[Collected data]
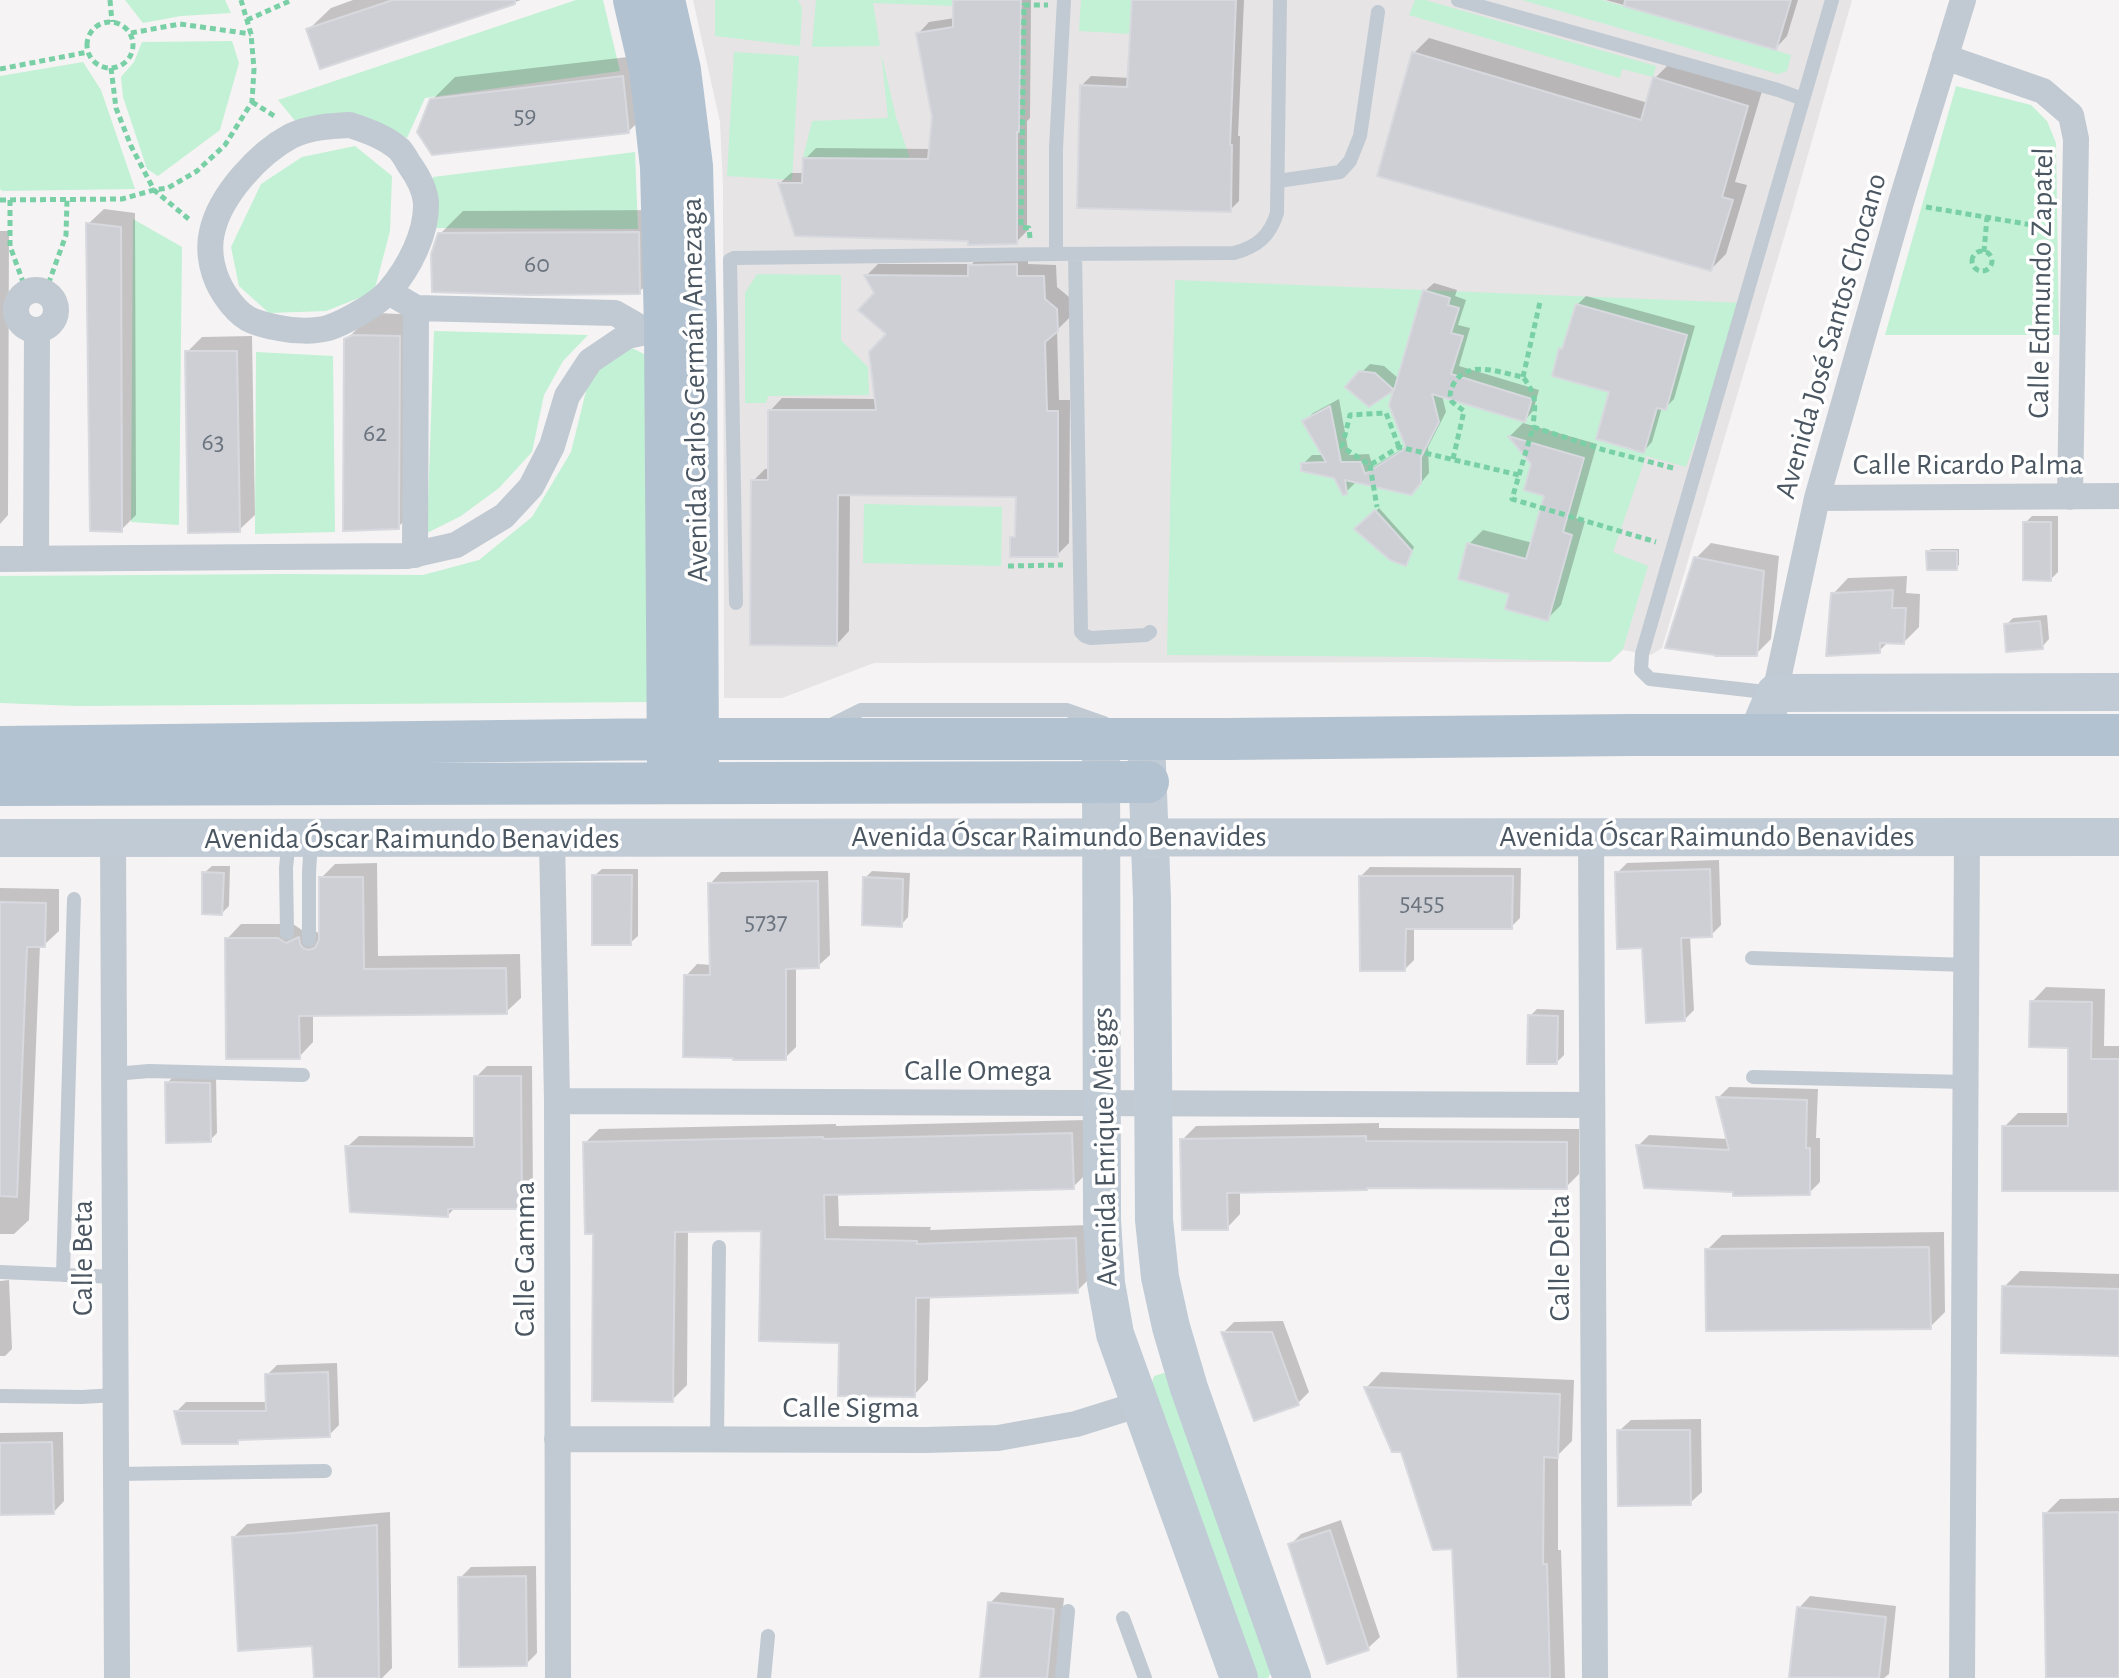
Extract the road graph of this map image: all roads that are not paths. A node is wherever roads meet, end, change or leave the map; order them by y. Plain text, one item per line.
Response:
1 (634, 0) edge
2 (664, 0) edge
3 (1064, 0) edge
4 (1280, 0) edge
5 (1458, 0) edge
6 (1832, 0) edge
7 (1963, 0) edge
8 (1378, 12) dead end
9 (1945, 57) junction
10 (1803, 99) junction
11 (1278, 181) junction
12 (1056, 254) junction
13 (1075, 254) junction
14 (389, 292) junction
15 (36, 293) road end
16 (416, 308) junction
17 (656, 330) junction
18 (2119, 496) edge
19 (2070, 497) junction
20 (1817, 498) junction
21 (415, 555) junction
22 (36, 558) junction
23 (0, 559) edge
24 (736, 603) dead end
25 (1150, 632) dead end
26 (2119, 692) edge
27 (1775, 693) junction
28 (1757, 735) junction
29 (2119, 735) edge
30 (682, 739) junction
31 (804, 739) junction
32 (1101, 739) junction
33 (1146, 739) junction
34 (0, 747) edge
35 (1101, 781) junction
36 (683, 782) junction
37 (1148, 782) junction
38 (0, 785) edge
39 (1101, 837) junction
40 (1150, 837) junction
41 (1591, 837) junction
42 (1967, 837) junction
43 (2119, 837) edge
44 (0, 838) edge
45 (113, 838) junction
46 (300, 839) junction
47 (552, 839) junction
48 (74, 899) dead end
49 (287, 933) dead end
50 (309, 940) dead end
51 (1752, 958) dead end
52 (1967, 965) junction
53 (114, 1074) junction
54 (303, 1075) dead end
55 (1753, 1077) dead end
56 (1966, 1082) junction
57 (557, 1101) junction
58 (1101, 1104) junction
59 (1152, 1104) junction
60 (1592, 1105) junction
61 (719, 1247) dead end
62 (0, 1272) edge
63 (63, 1275) junction
64 (115, 1277) junction
65 (116, 1395) junction
66 (0, 1396) edge
67 (1140, 1404) junction
68 (557, 1439) junction
69 (717, 1440) junction
70 (325, 1471) dead end
71 (116, 1474) junction
72 (1068, 1611) dead end
73 (1123, 1618) dead end
74 (768, 1636) dead end
75 (117, 1678) edge
76 (558, 1678) edge
77 (764, 1678) edge
78 (1062, 1678) edge
79 (1145, 1678) edge
80 (1239, 1678) edge
81 (1292, 1678) edge
82 (1595, 1678) edge
83 (1962, 1678) edge

1 - 17 main road, Avenida Carlos Germán Amezaga
2 - 30 main road, Avenida Carlos Germán Amezaga
3 - 12 lane
4 - 11 lane
5 - 10 lane
6 - 10 lane
7 - 9 street, Avenida José Santos Chocano
8 - 11 lane
9 - 19 street, Calle Edmundo Zapatel
9 - 20 street, Avenida José Santos Chocano
10 - 27 lane
11 - 13 lane
12 - 13 lane
12 - 24 lane
13 - 25 lane
14 - 14 street
14 - 16 street
15 - 22 street
16 - 17 street
16 - 21 street
17 - 21 street
17 - 30 main road, Avenida Carlos Germán Amezaga
18 - 19 street, Calle Ricardo Palma
19 - 20 street, Calle Ricardo Palma
20 - 27 street, Avenida José Santos Chocano
21 - 22 street
22 - 23 street
26 - 27 main road
27 - 28 main road
28 - 29 main road
28 - 33 main road
30 - 31 main road
30 - 34 main road
30 - 36 main road, Avenida Carlos Germán Amezaga
31 - 32 main road
31 - 33 lane
32 - 33 main road
32 - 35 main road, Avenida Enrique Meiggs
33 - 37 main road, Avenida Enrique Meiggs
35 - 36 main road, Avenida Óscar Raimundo Benavides
35 - 37 main road, Avenida Óscar Raimundo Benavides
35 - 39 main road, Avenida Enrique Meiggs
36 - 38 main road, Avenida Óscar Raimundo Benavides
37 - 40 main road, Avenida Enrique Meiggs
39 - 40 main road, Avenida Óscar Raimundo Benavides
39 - 47 main road, Avenida Óscar Raimundo Benavides
39 - 58 main road, Avenida Enrique Meiggs
40 - 41 main road, Avenida Óscar Raimundo Benavides
40 - 59 main road, Avenida Enrique Meiggs
41 - 42 main road, Avenida Óscar Raimundo Benavides
41 - 60 street, Calle Delta
42 - 43 main road, Avenida Óscar Raimundo Benavides
42 - 52 street
44 - 45 main road, Avenida Óscar Raimundo Benavides
45 - 46 main road, Avenida Óscar Raimundo Benavides
45 - 53 street, Calle Beta
46 - 47 main road, Avenida Óscar Raimundo Benavides
46 - 49 lane
46 - 50 lane
47 - 57 street, Calle Gamma
48 - 63 lane
51 - 52 lane
52 - 56 street
53 - 54 lane
53 - 64 street, Calle Beta
55 - 56 lane
56 - 83 street
57 - 58 street, Calle Omega
57 - 68 street, Calle Gamma
58 - 59 street, Calle Omega
58 - 67 main road, Avenida Enrique Meiggs
59 - 60 street, Calle Omega
59 - 81 main road, Avenida Enrique Meiggs
60 - 82 street, Calle Delta
61 - 69 lane
62 - 63 lane
63 - 64 lane
64 - 65 street, Calle Beta
65 - 66 lane
65 - 71 street, Calle Beta
67 - 69 street, Calle Sigma
67 - 80 main road, Avenida Enrique Meiggs
68 - 69 street, Calle Sigma
68 - 76 street, Calle Gamma
70 - 71 lane
71 - 75 street, Calle Beta
72 - 78 lane
73 - 79 lane
74 - 77 lane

▸ **Work task**: Check each line above for the string "Palma" and show the ones that have it.

▸ **Output of the exercise**:
18 - 19 street, Calle Ricardo Palma
19 - 20 street, Calle Ricardo Palma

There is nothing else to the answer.